_To do_
Starting with the line containing "15.5f, 15.5f, paint);" and going on through the line containing "canvas->drawRect(SkRect::MakeXYWH(23, 292, 44, 5), paint);", return the lines of the data below exactly, and only those.

_Excerpted records_
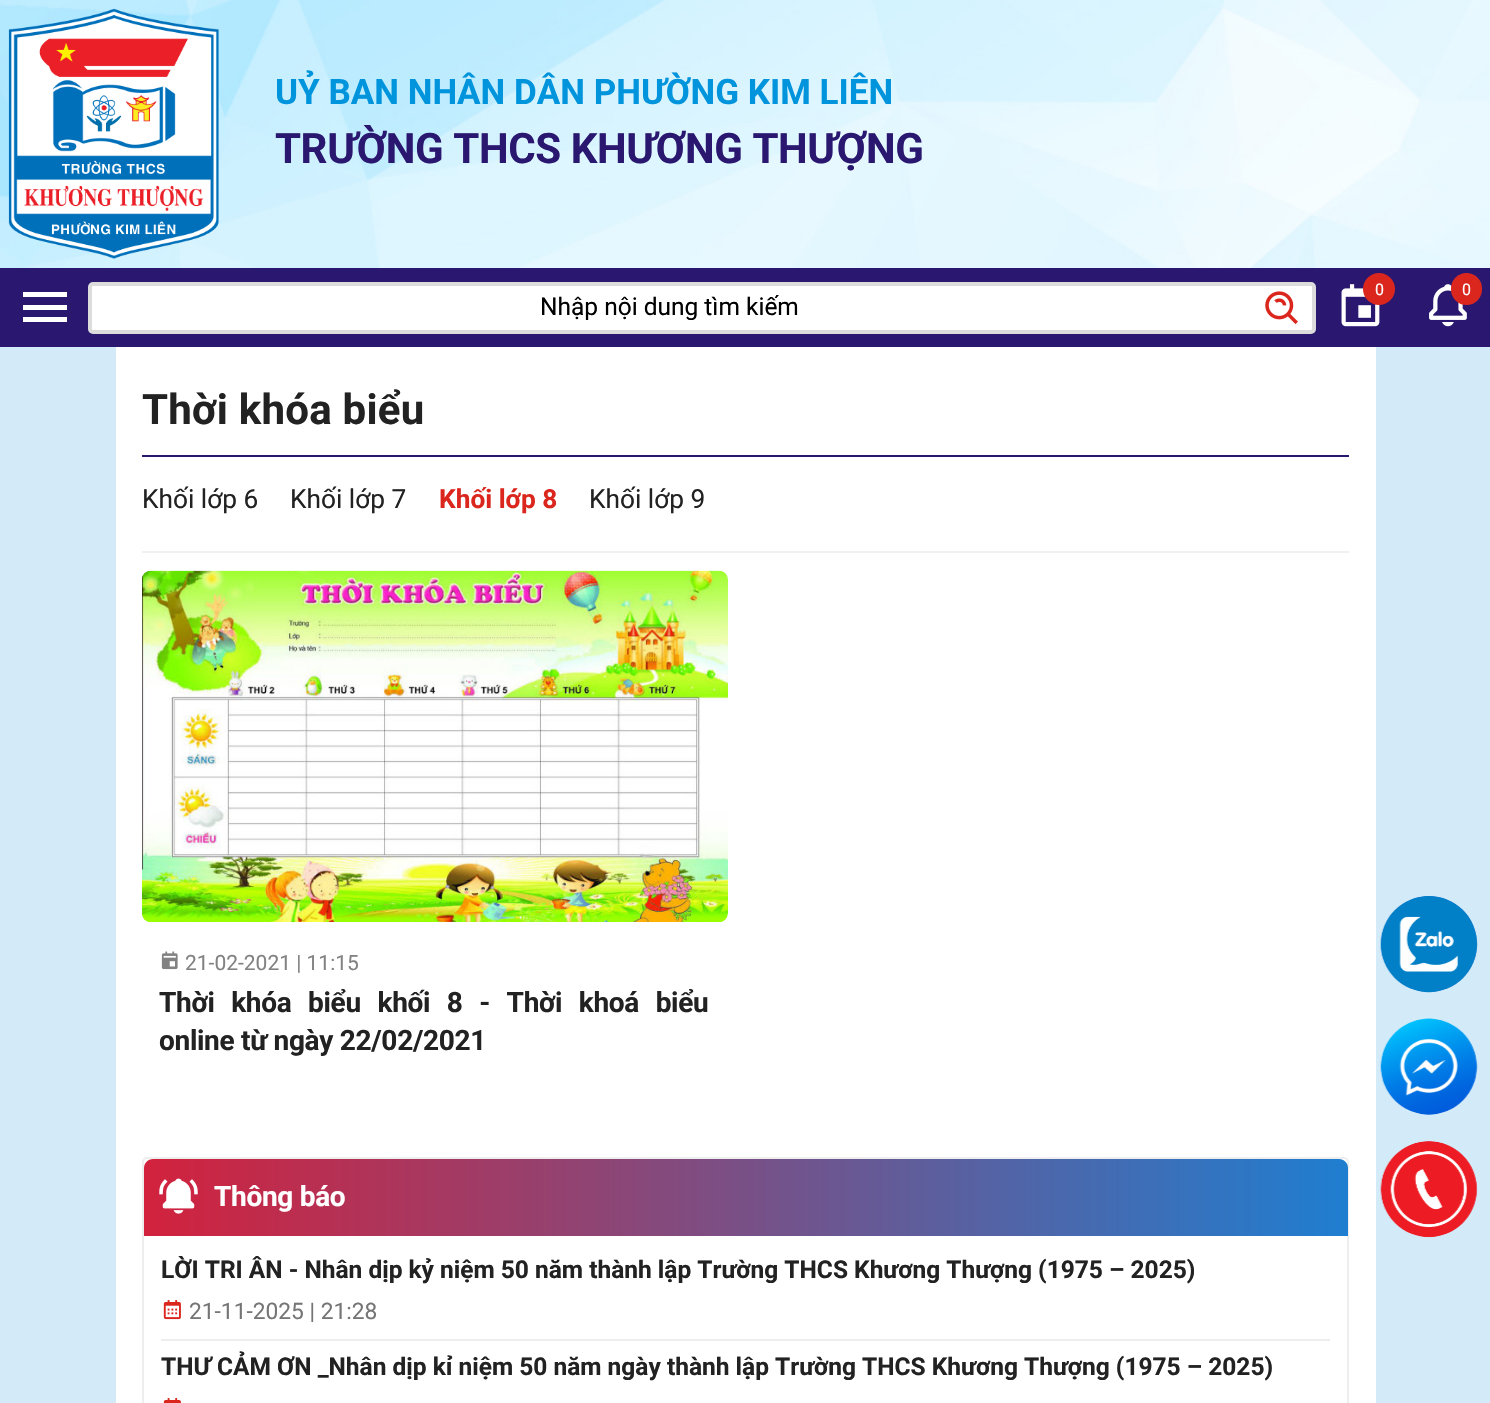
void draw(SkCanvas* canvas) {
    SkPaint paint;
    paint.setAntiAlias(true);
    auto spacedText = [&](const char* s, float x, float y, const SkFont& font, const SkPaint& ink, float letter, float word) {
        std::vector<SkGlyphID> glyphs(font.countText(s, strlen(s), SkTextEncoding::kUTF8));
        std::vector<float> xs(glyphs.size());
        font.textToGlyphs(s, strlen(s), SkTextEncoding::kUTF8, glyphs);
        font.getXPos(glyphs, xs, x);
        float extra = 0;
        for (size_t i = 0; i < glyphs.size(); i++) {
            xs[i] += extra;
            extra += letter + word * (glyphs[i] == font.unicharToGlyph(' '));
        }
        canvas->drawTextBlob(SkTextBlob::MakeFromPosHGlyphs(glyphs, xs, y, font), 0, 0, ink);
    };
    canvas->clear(0xFFFFFFFF);
    canvas->drawImageRect(SkImages::DeferredFromEncodedData(SkData::MakeFromFileName("img1.png")), SkRect::MakeXYWH(0, 0, 1490, 268), SkSamplingOptions());
    canvas->drawImageRect(SkImages::DeferredFromEncodedData(SkData::MakeFromFileName("img2.png")), SkRect::MakeXYWH(8, 8, 211, 251), SkSamplingOptions());
    SkFont font1(fontMgr->matchFamilyStyle("Roboto", SkFontStyle::Bold()), 35);
    font1.setSubpixel(true);
    paint.setColor(0xFF0094DC);
    canvas->drawString("UỶ BAN NHÂN DÂN PHƯỜNG KIM LIÊN", 275, 104, font1, paint);
    SkFont font2(fontMgr->matchFamilyStyle("Roboto", SkFontStyle::Bold()), 42);
    font2.setSubpixel(true);
    paint.setColor(0xFF2A1770);
    spacedText("TRƯỜNG THCS KHƯƠNG THƯỢNG", 275, 163, font2, paint, -0.4f, 0);
    canvas->drawRect(SkRect::MakeXYWH(0, 268, 1490, 79), paint);
    canvas->drawImageRect(SkImages::DeferredFromEncodedData(SkData::MakeFromFileName("img3.png")), SkRect::MakeXYWH(1341, 284, 39, 43), SkSamplingOptions());
    paint.setColor(0xFFDB261D);
    canvas->drawCircle(1379, 289, 16, paint);
    SkFont font3(fontMgr->matchFamilyStyle("Roboto", SkFontStyle::Normal()), 16);
    font3.setSubpixel(true);
    paint.setColor(0xFFFFFFFF);
    canvas->drawString("0", 1375, 295, font3, paint);
    canvas->drawImageRect(SkImages::DeferredFromEncodedData(SkData::MakeFromFileName("img4.png")), SkRect::MakeXYWH(1429, 284, 38, 43), SkSamplingOptions());
    paint.setColor(0xFFDB261D);
    canvas->drawRoundRect(SkRect::MakeXYWH(1451, 273, 31, 32), 15.5f, 15.5f, paint);
    paint.setColor(0xFFFFFFFF);
    canvas->drawString("0", 1462, 295, font3, paint);
    canvas->drawRect(SkRect::MakeXYWH(23, 292, 44, 5), paint);
    canvas->drawRect(SkRect::MakeXYWH(23, 305, 44, 5), paint);
    canvas->drawRect(SkRect::MakeXYWH(23, 317, 44, 5), paint);
    canvas->drawRoundRect(SkRect::MakeXYWH(90, 284, 1224, 48), 3, 3, paint);
    paint.setStyle(SkPaint::kStroke_Style);
    paint.setStrokeWidth(4);
    paint.setColor(0xFFDCDCDC);
    canvas->drawRoundRect(SkRect::MakeXYWH(90, 284, 1224, 48), 3, 3, paint);
    SkFont font4(fontMgr->matchFamilyStyle("Roboto", SkFontStyle::Normal()), 24.5f);
    font4.setSubpixel(true);
    paint.setStyle(SkPaint::kFill_Style);
    paint.setColor(0xFF000000);
    canvas->drawString("Nhập nội dung tìm kiếm", 540, 315, font4, paint);
    canvas->drawImageRect(SkImages::DeferredFromEncodedData(SkData::MakeFromFileName("img5.png")), SkRect::MakeXYWH(1265, 291, 33, 33), SkSamplingOptions());
    paint.setColor(0xFFD3EAF8);
    canvas->drawRect(SkRect::MakeXYWH(0, 347, 1490, 1056), paint);
    paint.setColor(0xFFFFFFFF);
    canvas->drawRect(SkRect::MakeXYWH(116, 347, 1260, 1056), paint);
    paint.setColor(0xFF2A1770);
    canvas->drawRect(SkRect::MakeXYWH(142, 455, 1207, 2), paint);
    paint.setColor(0xFF222222);
    spacedText("Thời khóa biểu", 142, 424, font2, paint, 0.25f, 0);
    paint.setColor(0xFFF1F1F1);
    canvas->drawRect(SkRect::MakeXYWH(142, 551, 1207, 2), paint);
    SkFont font5(fontMgr->matchFamilyStyle("Roboto", SkFontStyle::Normal()), 26.25f);
    font5.setSubpixel(true);
    paint.setColor(0xFF222222);
    canvas->drawString("Khối lớp 6", 142, 508, font5, paint);
    canvas->drawString("Khối lớp 7", 290, 508, font5, paint);
    SkFont font6(fontMgr->matchFamilyStyle("Roboto", SkFontStyle::Bold()), 26.25f);
    font6.setSubpixel(true);
    paint.setColor(0xFFDB261D);
    canvas->drawString("Khối lớp 8", 439, 508, font6, paint);
    paint.setColor(0xFF222222);
    canvas->drawString("Khối lớp 9", 589, 508, font5, paint);
    canvas->drawImageRect(SkImages::DeferredFromEncodedData(SkData::MakeFromFileName("img6.png")), SkRect::MakeXYWH(142, 570, 586, 352), SkSamplingOptions());
    canvas->drawImageRect(SkImages::DeferredFromEncodedData(SkData::MakeFromFileName("img7.png")), SkRect::MakeXYWH(161, 951, 17, 19), SkSamplingOptions());
    SkFont font7(fontMgr->matchFamilyStyle("Roboto", SkFontStyle::Normal()), 21);
    font7.setSubpixel(true);
    paint.setColor(0xFF828282);
    canvas->drawString("21-02-2021 | 11:15", 185, 970, font7, paint);
    SkFont font8(fontMgr->matchFamilyStyle("Roboto", SkFontStyle::Bold()), 28);
    font8.setSubpixel(true);
    paint.setColor(0xFF222222);
    spacedText("Thời khóa biểu khối 8 - Thời khoá biểu", 159, 1012, font8, paint, -0.3f, 10);
    spacedText("online từ ngày 22/02/2021", 159, 1050, font8, paint, -0.3f, 0);
    paint.setStyle(SkPaint::kStroke_Style);
    paint.setStrokeWidth(2);
    paint.setColor(0xFFEEEEEE);
    canvas->drawRoundRect(SkRect::MakeXYWH(143, 1158, 1205, 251), 4, 4, paint);
    paint.setStyle(SkPaint::kFill_Style);
    {
        const SkColor colors[] = {0xFF1F7ED0, 0xFFD2223D};
        const float stops[] = {0, 1};
        const SkPoint ends[] = {{1348, 1197}, {144, 1197}};
        paint.setShader(SkGradientShader::MakeLinear(ends, colors, stops, 2, SkTileMode::kClamp));
        paint.setAlpha(255);
    }
    canvas->drawPath(SkPathBuilder().moveTo(153, 1159).lineTo(1339, 1159).cubicTo(1344, 1159, 1348, 1163, 1348, 1168).lineTo(1348, 1236).lineTo(144, 1236).lineTo(144, 1168).cubicTo(144, 1163, 148, 1159, 153, 1159).close().detach(), paint);
    canvas->drawImageRect(SkImages::DeferredFromEncodedData(SkData::MakeFromFileName("img8.png")), SkRect::MakeXYWH(159, 1178, 39, 36), SkSamplingOptions());
    paint.setShader(nullptr);
    paint.setColor(0xFFFFFFFF);
    spacedText("Thông báo", 214, 1206, font8, paint, -0.3f, 0);
    SkFont font9(fontMgr->matchFamilyStyle("Roboto", SkFontStyle::Bold()), 24.5f);
    font9.setSubpixel(true);
    paint.setColor(0xFF222222);
    canvas->drawString("LỜI TRI ÂN - Nhân dịp kỷ niệm 50 năm thành lập Trường THCS Khương Thượng (1975 – 2025)", 161, 1278, font9, paint);
    canvas->drawImageRect(SkImages::DeferredFromEncodedData(SkData::MakeFromFileName("img9.png")), SkRect::MakeXYWH(163, 1300, 18, 20), SkSamplingOptions());
    SkFont font10(fontMgr->matchFamilyStyle("Roboto", SkFontStyle::Normal()), 22.75f);
    font10.setSubpixel(true);
    paint.setColor(0xFF757575);
    canvas->drawString("21-11-2025 | 21:28", 189, 1319, font10, paint);
    paint.setColor(0xFFEEEEEE);
    canvas->drawRect(SkRect::MakeXYWH(161, 1339, 1169, 2), paint);
    paint.setColor(0xFF222222);
    canvas->drawString("THƯ CẢM ƠN _Nhân dịp kỉ niệm 50 năm ngày thành lập Trường THCS Khương Thượng (1975 – 2025)", 161, 1375, font9, paint);
    canvas->drawImageRect(SkImages::DeferredFromEncodedData(SkData::MakeFromFileName("img10.png")), SkRect::MakeXYWH(163, 1398, 18, 5), SkSamplingOptions());
    paint.setColor(0xFF3178DF);
    canvas->drawCircle(1429, 944, 48, paint);
    canvas->drawImageRect(SkImages::DeferredFromEncodedData(SkData::MakeFromFileName("img11.png")), SkRect::MakeXYWH(1380, 896, 98, 97), SkSamplingOptions());
    canvas->drawImageRect(SkImages::DeferredFromEncodedData(SkData::MakeFromFileName("img12.png")), SkRect::MakeXYWH(1380, 1018, 98, 97), SkSamplingOptions());
    canvas->drawImageRect(SkImages::DeferredFromEncodedData(SkData::MakeFromFileName("img13.png")), SkRect::MakeXYWH(1380, 1141, 98, 97), SkSamplingOptions());
}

_Result for this exercise_
    canvas->drawRoundRect(SkRect::MakeXYWH(1451, 273, 31, 32), 15.5f, 15.5f, paint);
    paint.setColor(0xFFFFFFFF);
    canvas->drawString("0", 1462, 295, font3, paint);
    canvas->drawRect(SkRect::MakeXYWH(23, 292, 44, 5), paint);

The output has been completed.